En una casita adyacente a la iglesia, pulcramente acondicionada, un grupo de residentes de esa tranquilísima localidad han creado “El espacio Capa”, un centro cultural y de exposiciones que tiene el objetivo de continuar con el legado de los hermanos Capa y fomentar el uso de la fotografía como medio para promover la paz, la justicia y la igualdad.
El espacio alberga ahora una exposición sobre la Guerra Civil Española con decenas de imágenes tomadas por Gerda Taro, extraordinaria fotógrafa, compañera profesional de Robert Capa y gran amor de su vida. Los dos cubrieron la guerra viajando por España y, de hecho, Gerda es la autora de los famosos retratos del fotógrafo, cámara en ristre, tomados en el frente de Segovia; así como de cientos de impactantes instantáneas de la vida de las tropas en el frente (soldados en pleno combate, descansando leyendo cartas, heridos transportados en camilla o moribundos en la cama de un hospital); y de momentos de la gente corriente, de esa que durante la guerra, piense como piense y sin tomar las armas, queda atrapada entre la sinrazón de los bandos. Al igual que Capa, pero muchos años antes, Gerda murió ejerciendo su profesión en el frente, arrollada por un tanque cuando regresaba de cubrir la Batalla de Brunete (Madrid). Fue enterrada en París el mismo día en el que habría cumplido veintisiete años, entre una multitud de miles de personas que siguió su cortejo fúnebre hasta el cementerio de Père Lachaise, dejando atrás el impresionante legado de su corta vida profesional.
Me voy del lugar pensando en la barbarie de ayer y de hoy, en la violencia que ha dejado manchas en la historia y en la que salpica de sangre y dolor el presente. Pensando también en los corresponsales y en los fotoperiodistas, testigos del horror de nuestros tiempos. En la futilidad de su encomiable trabajo si sus fotografías aparecen solo una fracción de segundo en la pantalla de cualquier dispositivo, mezclada en una cascada incesante de contenido; y en el inmenso poder de sus imágenes cuando se contemplan, en silencio, sin prisas, con los sentimientos despiertos, en un espacio como ese.

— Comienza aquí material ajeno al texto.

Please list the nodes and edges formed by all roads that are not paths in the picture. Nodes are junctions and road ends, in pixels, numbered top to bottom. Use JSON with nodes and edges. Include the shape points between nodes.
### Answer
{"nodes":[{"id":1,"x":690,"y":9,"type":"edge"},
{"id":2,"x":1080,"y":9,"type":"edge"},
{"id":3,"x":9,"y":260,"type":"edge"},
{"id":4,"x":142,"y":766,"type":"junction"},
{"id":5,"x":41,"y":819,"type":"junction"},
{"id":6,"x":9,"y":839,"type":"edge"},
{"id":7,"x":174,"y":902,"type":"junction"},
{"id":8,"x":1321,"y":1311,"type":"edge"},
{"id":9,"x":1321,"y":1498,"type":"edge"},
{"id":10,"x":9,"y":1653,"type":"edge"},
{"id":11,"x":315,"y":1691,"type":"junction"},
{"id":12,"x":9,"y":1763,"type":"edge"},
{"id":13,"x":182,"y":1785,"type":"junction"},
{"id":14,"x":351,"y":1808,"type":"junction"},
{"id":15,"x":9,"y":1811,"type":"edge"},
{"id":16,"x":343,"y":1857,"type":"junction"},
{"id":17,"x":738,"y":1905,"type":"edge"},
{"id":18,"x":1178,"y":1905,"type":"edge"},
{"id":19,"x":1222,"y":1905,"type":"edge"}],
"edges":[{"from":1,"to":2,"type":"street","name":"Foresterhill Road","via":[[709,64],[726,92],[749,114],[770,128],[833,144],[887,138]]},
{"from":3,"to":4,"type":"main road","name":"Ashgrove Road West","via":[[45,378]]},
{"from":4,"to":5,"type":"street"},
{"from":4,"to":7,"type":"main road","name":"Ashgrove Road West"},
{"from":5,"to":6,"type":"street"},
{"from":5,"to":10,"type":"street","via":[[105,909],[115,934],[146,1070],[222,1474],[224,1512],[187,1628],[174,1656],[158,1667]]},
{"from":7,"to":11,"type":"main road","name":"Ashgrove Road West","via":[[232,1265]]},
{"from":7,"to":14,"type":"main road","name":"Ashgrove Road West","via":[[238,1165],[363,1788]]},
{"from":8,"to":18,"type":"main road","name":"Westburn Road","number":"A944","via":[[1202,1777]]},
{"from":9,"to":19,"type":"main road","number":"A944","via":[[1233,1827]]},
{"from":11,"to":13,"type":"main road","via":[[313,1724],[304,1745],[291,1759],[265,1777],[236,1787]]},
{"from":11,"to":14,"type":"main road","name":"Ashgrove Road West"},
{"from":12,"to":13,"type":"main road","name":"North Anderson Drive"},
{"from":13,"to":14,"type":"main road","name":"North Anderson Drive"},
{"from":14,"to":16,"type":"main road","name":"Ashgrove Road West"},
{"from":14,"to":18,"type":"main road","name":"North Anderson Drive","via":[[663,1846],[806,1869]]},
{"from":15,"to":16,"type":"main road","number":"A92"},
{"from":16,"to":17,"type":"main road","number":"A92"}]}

Me voy también pensando en los casi doscientos periodistas muertos desde que Israel declaró la guerra contra Hamas tras los ataques terroristas del siete de octubre del 2023. Y en el brutal y despiadado encierro a la población civil de Gaza, al que ni la ayuda humanitaria ni los periodistas internacionales pueden acceder.
Y también me voy pensando en la pequeñez y en la grandeza del poder de las pequeñas asociaciones. En la sociedad civil organizada y comprometida que, aquí y allá y de las más diversas formas, crean pequeños reductos de harmonía, sensibilidad y reflexión que, como la fotografía comprometida, ayudan a pensar, entender el mundo y, de algún modo, contribuyen a cambiarlo.